Aim of the exercise: For the records below, the count of lines that hold "Ruko" is required; give only that number.

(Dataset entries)
○ ○ ○ ○ ○

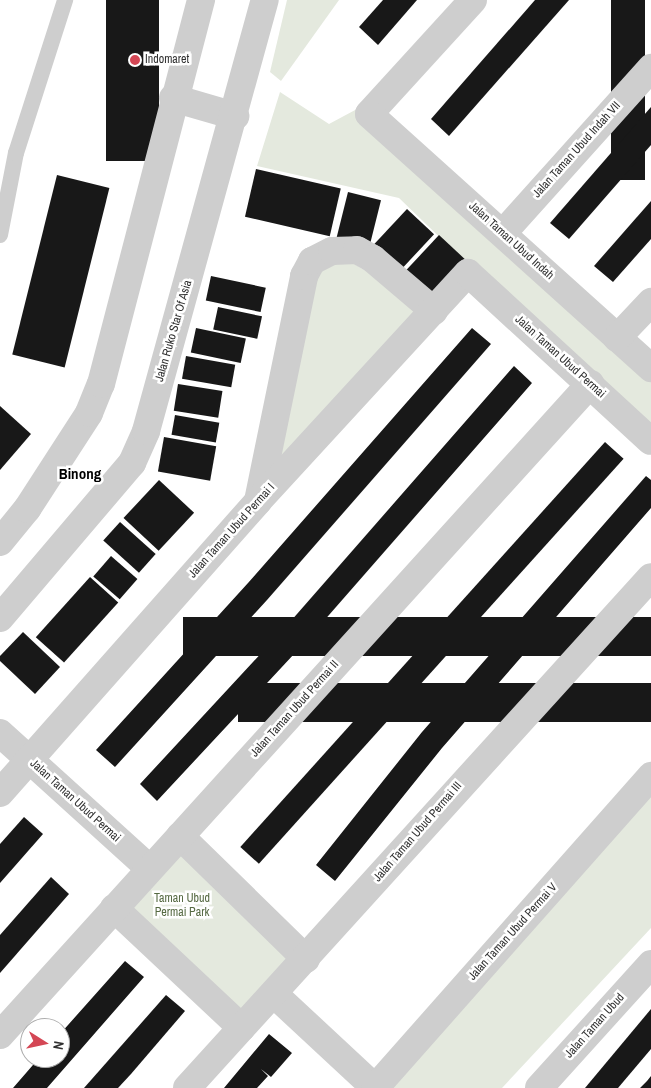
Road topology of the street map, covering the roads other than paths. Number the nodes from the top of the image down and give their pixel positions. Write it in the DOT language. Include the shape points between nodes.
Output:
graph roads {
  1 [pos="65,0"];
  2 [pos="201,0"];
  3 [pos="265,0"];
  4 [pos="473,0"];
  5 [pos="651,68"];
  6 [pos="173,98"];
  7 [pos="235,116"];
  8 [pos="503,233"];
  9 [pos="0,235"];
  10 [pos="468,273"];
  11 [pos="651,302"];
  12 [pos="434,311"];
  13 [pos="618,338"];
  14 [pos="651,368"];
  15 [pos="590,384"];
  16 [pos="651,441"];
  17 [pos="258,501"];
  18 [pos="0,542"];
  19 [pos="651,577"];
  20 [pos="0,618"];
  21 [pos="0,733"];
  22 [pos="31,760"];
  23 [pos="651,776"];
  24 [pos="0,793"];
  25 [pos="180,836"];
  26 [pos="150,869"];
  27 [pos="114,908"];
  28 [pos="306,959"];
  29 [pos="651,964"];
  30 [pos="274,994"];
  31 [pos="242,1028"];
  32 [pos="0,1035"];
  33 [pos="187,1088"];
  34 [pos="375,1088"];
  35 [pos="539,1088"];
  1 -- 9 [label="lane" via="16,153"];
  2 -- 6 [label="street"];
  3 -- 7 [label="street, Jalan Ruko Star Of Asia"];
  4 -- 8 [label="street, Jalan Taman Ubud Indah" via="369,114"];
  5 -- 8 [label="street, Jalan Taman Ubud Indah VII"];
  6 -- 7 [label="street"];
  6 -- 18 [label="street" via="101,384 84,421 27,509"];
  7 -- 20 [label="street, Jalan Ruko Star Of Asia" via="146,431 132,463"];
  8 -- 13 [label="street, Jalan Taman Ubud Indah"];
  10 -- 12 [label="street, Jalan Taman Ubud Permai I"];
  10 -- 15 [label="street, Jalan Taman Ubud Permai"];
  11 -- 13 [label="street"];
  12 -- 17 [label="street, Jalan Taman Ubud Permai I"];
  12 -- 17 [label="street" via="358,250 332,251 312,261 304,276"];
  13 -- 14 [label="street, Jalan Taman Ubud Indah"];
  15 -- 16 [label="street, Jalan Taman Ubud Permai"];
  15 -- 25 [label="street, Jalan Taman Ubud Permai II"];
  17 -- 22 [label="street, Jalan Taman Ubud Permai I"];
  19 -- 28 [label="street, Jalan Taman Ubud Permai III"];
  21 -- 22 [label="street, Jalan Taman Ubud Permai"];
  22 -- 24 [label="street, Jalan Taman Ubud Permai I"];
  22 -- 26 [label="street, Jalan Taman Ubud Permai"];
  23 -- 34 [label="street, Jalan Taman Ubud Permai V"];
  25 -- 26 [label="street, Jalan Taman Ubud Permai II"];
  25 -- 28 [label="street"];
  26 -- 27 [label="street, Jalan Taman Ubud Permai II"];
  27 -- 31 [label="street"];
  27 -- 32 [label="street, Jalan Taman Ubud Permai II"];
  28 -- 30 [label="street, Jalan Taman Ubud Permai III"];
  29 -- 35 [label="street, Jalan Taman Ubud"];
  30 -- 31 [label="street, Jalan Taman Ubud Permai III"];
  30 -- 34 [label="street"];
  31 -- 33 [label="street, Jalan Taman Ubud Permai III"];
}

○ ○ ○ ○ ○

Solution for this problem: 2